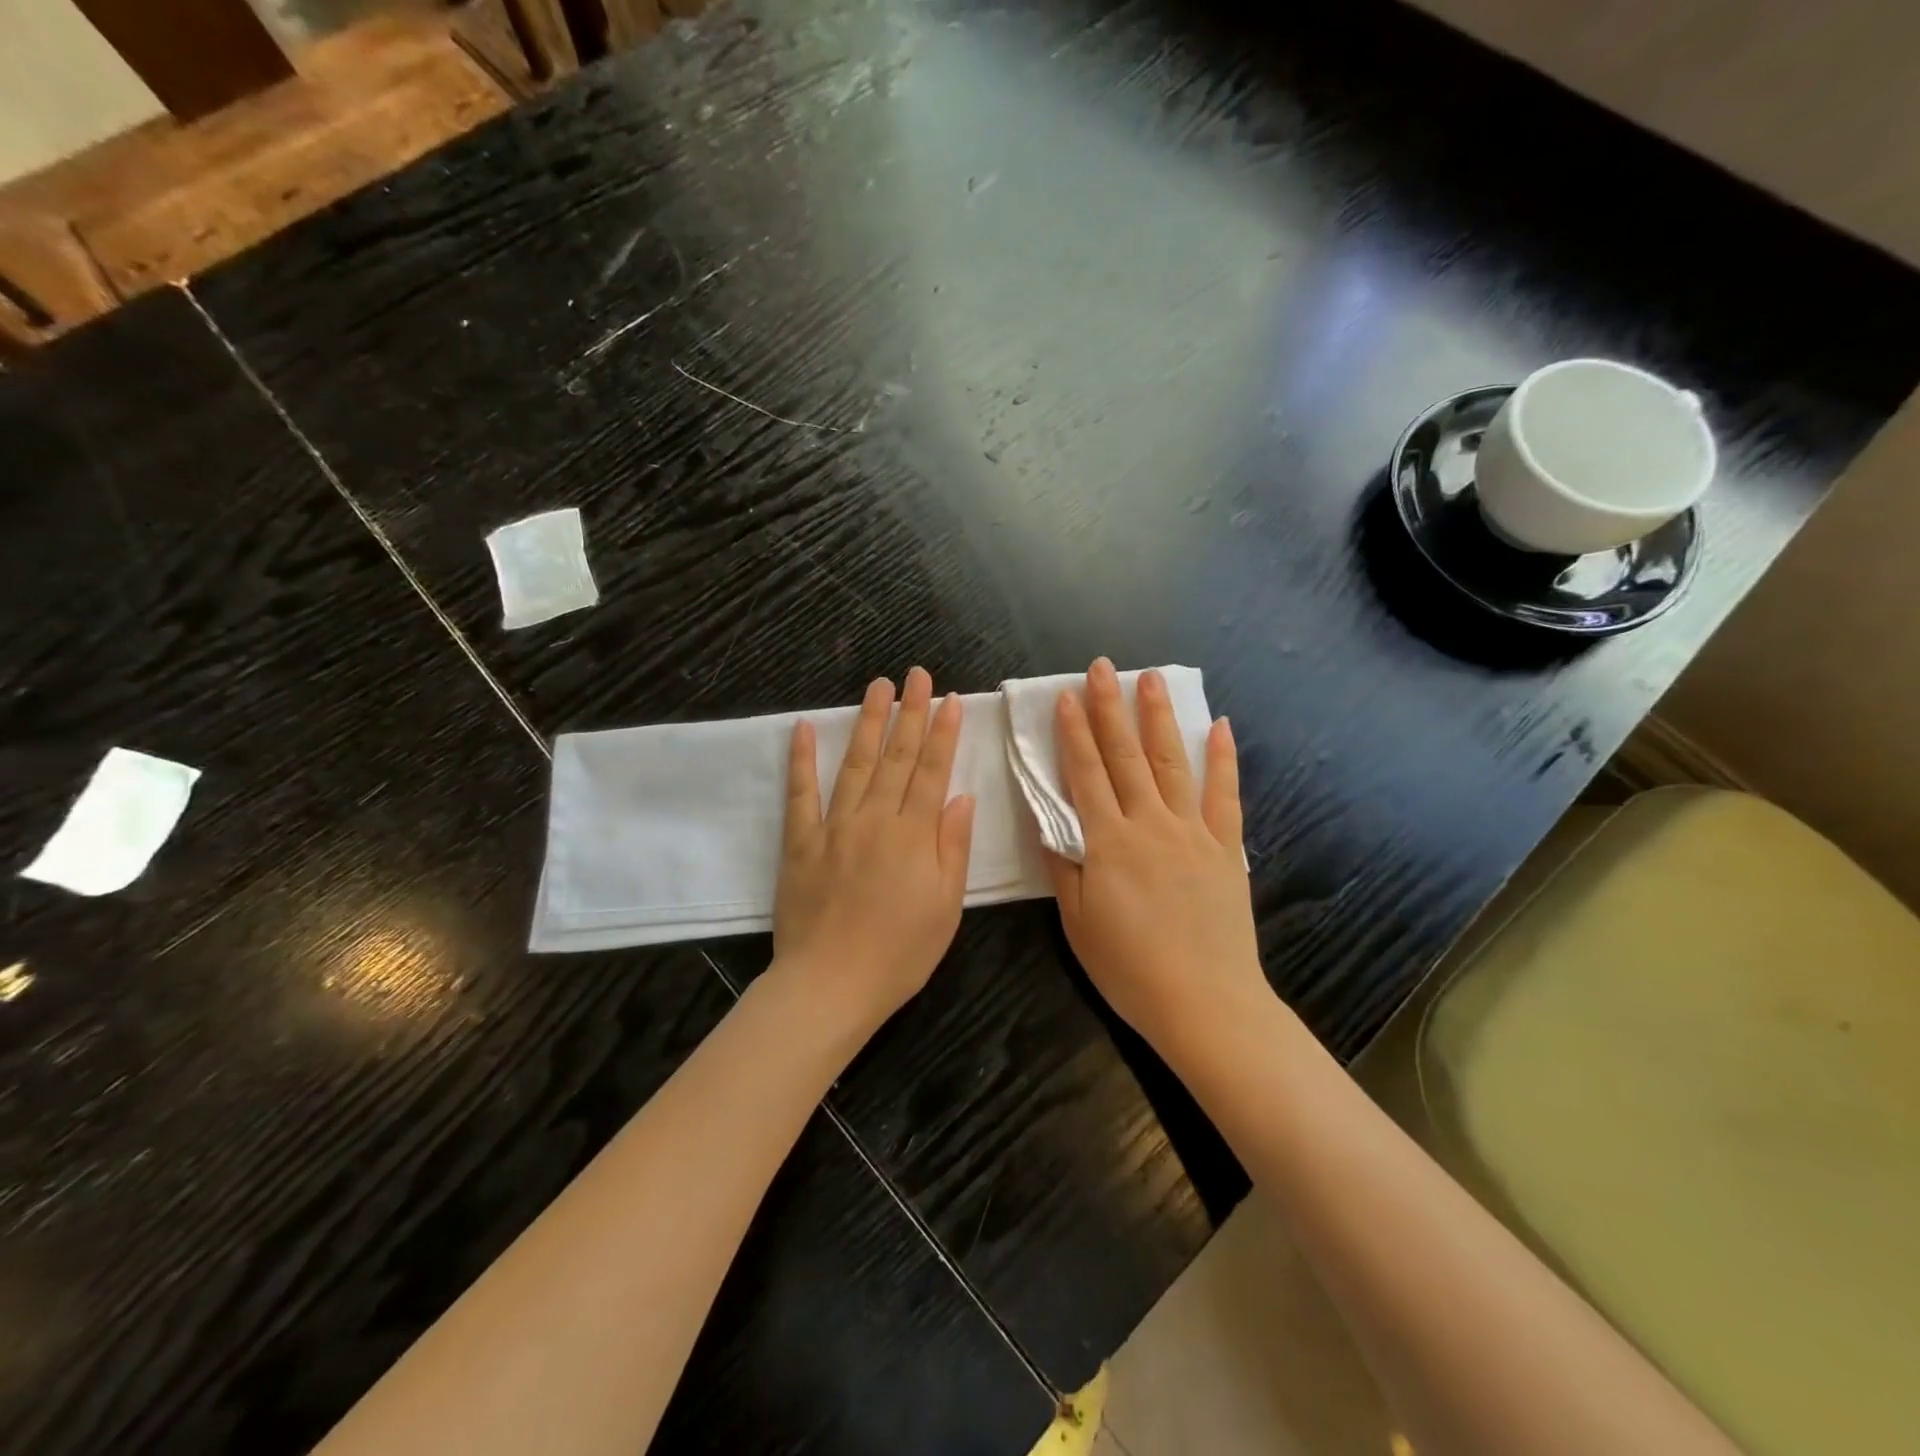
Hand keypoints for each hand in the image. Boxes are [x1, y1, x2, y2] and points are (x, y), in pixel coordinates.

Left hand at [772, 667, 976, 1040]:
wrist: (830, 985)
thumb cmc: (899, 954)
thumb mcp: (946, 908)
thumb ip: (953, 847)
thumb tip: (961, 797)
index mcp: (914, 836)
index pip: (932, 772)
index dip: (943, 733)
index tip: (950, 699)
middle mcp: (874, 820)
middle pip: (896, 758)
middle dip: (910, 712)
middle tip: (917, 674)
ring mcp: (833, 827)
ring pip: (855, 764)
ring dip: (868, 722)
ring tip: (879, 686)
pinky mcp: (800, 842)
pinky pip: (800, 794)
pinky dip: (801, 759)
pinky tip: (804, 727)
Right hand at [1046, 658, 1266, 1053]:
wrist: (1205, 1003)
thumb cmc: (1130, 967)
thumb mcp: (1078, 922)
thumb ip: (1062, 866)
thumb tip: (1045, 821)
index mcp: (1108, 841)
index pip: (1085, 774)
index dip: (1073, 733)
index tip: (1064, 696)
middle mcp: (1150, 823)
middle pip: (1125, 755)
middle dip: (1110, 708)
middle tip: (1102, 667)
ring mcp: (1193, 832)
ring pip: (1171, 763)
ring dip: (1159, 718)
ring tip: (1151, 678)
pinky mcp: (1226, 848)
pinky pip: (1225, 795)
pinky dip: (1222, 759)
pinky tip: (1220, 727)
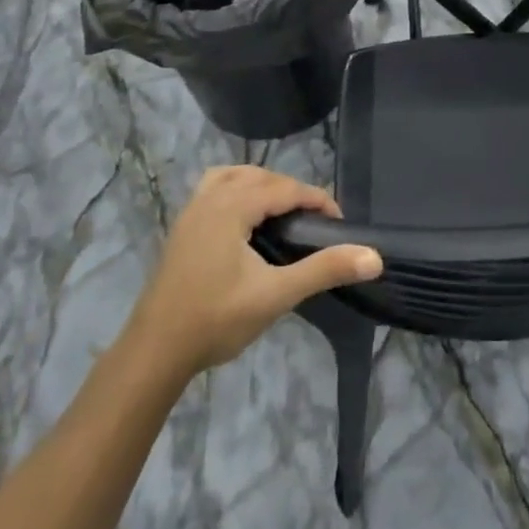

###

#### Your task
The copy should match the records above exactly, except that pictures are dropped.

#### Task output
Hand keypoints for each hand in the image. Boxes are [x1, y1, x2, y2] and points are (x, y), in pixel coordinates.

Left hand at [772, 667, 976, 1040]:
wrist: (830, 985)
thumb cmc: (899, 954)
thumb mcp: (946, 908)
thumb ip: (953, 847)
thumb tip: (961, 797)
index mcp: (914, 836)
index pip: (932, 772)
index dip: (943, 733)
index tip: (950, 699)
middle mcp: (874, 820)
middle pip: (896, 758)
middle dip: (910, 712)
middle tip: (917, 674)
ring mcp: (833, 827)
ring pip: (855, 764)
ring dip: (868, 722)
ring tip: (879, 686)
pinky mcp: (800, 842)
pinky pip: (800, 794)
pinky dip: (801, 759)
pinky tip: (804, 727)
Right hand at [1046, 658, 1266, 1053]:
wrist: (1205, 1003)
thumb cmc: (1130, 967)
thumb mcp: (1078, 922)
thumb ip: (1062, 866)
thumb tip: (1045, 821)
index mcp: (1108, 841)
index pip: (1085, 774)
index dip: (1073, 733)
index tip: (1064, 696)
middle mcp: (1150, 823)
middle pip: (1125, 755)
middle dip: (1110, 708)
middle tip: (1102, 667)
ring mcp: (1193, 832)
ring pip: (1171, 763)
ring dip: (1159, 718)
ring tip: (1151, 678)
pinky mcp: (1226, 848)
pinky pip: (1225, 795)
pinky dip: (1222, 759)
pinky tip: (1220, 727)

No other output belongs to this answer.